PROBLEM TO WORK ON:
Look for the string "Provence" in the material below. Copy every line where you find it.

SUPPLIED INFORMATION:
++++++++++++++++++++

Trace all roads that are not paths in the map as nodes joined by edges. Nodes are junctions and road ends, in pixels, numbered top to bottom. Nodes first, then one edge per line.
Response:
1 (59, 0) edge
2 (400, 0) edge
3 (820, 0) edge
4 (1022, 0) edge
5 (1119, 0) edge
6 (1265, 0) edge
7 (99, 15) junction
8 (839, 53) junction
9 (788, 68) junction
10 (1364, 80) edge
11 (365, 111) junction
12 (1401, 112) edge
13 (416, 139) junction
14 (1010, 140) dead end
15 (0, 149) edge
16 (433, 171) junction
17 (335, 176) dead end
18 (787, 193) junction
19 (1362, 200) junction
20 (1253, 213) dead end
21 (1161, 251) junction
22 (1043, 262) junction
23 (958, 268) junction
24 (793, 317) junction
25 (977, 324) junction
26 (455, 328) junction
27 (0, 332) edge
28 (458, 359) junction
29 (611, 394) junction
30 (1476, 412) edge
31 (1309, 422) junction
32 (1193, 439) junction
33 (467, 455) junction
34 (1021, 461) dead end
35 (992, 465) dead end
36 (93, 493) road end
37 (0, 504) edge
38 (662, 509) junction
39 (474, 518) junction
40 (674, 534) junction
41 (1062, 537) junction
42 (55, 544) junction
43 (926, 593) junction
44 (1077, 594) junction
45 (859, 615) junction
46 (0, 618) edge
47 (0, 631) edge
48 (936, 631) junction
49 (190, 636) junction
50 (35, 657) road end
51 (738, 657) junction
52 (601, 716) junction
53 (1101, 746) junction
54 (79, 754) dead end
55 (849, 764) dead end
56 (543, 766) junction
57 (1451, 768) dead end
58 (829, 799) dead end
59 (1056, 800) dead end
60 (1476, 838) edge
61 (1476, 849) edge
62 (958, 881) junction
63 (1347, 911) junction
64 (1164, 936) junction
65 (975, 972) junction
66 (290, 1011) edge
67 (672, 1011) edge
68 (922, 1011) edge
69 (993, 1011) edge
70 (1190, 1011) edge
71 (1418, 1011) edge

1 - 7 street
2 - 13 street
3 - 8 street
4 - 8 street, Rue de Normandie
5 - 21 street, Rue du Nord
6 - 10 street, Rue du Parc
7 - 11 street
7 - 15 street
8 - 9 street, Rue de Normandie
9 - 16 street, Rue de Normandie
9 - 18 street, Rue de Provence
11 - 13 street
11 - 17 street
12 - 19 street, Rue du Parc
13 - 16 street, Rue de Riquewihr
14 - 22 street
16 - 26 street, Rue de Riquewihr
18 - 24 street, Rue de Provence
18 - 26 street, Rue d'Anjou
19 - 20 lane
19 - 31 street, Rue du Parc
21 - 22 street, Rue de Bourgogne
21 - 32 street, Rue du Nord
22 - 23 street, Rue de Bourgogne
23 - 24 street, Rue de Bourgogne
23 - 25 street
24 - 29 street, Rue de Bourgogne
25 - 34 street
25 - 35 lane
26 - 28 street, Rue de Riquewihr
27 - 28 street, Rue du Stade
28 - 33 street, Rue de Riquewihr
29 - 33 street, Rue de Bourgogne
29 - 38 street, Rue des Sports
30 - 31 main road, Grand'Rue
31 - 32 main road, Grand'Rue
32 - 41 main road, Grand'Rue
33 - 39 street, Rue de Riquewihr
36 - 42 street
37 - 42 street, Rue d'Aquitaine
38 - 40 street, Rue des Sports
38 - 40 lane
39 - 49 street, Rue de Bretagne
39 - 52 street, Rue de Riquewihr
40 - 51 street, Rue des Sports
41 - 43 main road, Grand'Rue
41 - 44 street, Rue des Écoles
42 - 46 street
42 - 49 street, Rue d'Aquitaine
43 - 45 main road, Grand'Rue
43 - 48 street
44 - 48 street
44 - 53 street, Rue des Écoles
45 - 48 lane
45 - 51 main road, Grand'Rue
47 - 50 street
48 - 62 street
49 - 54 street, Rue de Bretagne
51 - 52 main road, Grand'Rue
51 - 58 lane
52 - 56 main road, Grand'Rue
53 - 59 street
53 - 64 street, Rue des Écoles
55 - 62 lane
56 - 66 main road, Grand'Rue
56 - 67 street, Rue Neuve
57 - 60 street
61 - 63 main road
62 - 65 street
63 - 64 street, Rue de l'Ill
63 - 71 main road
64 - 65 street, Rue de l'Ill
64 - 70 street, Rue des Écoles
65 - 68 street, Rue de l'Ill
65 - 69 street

++++++++++++++++++++

FINISHED EXERCISE:
9 - 18 street, Rue de Provence
18 - 24 street, Rue de Provence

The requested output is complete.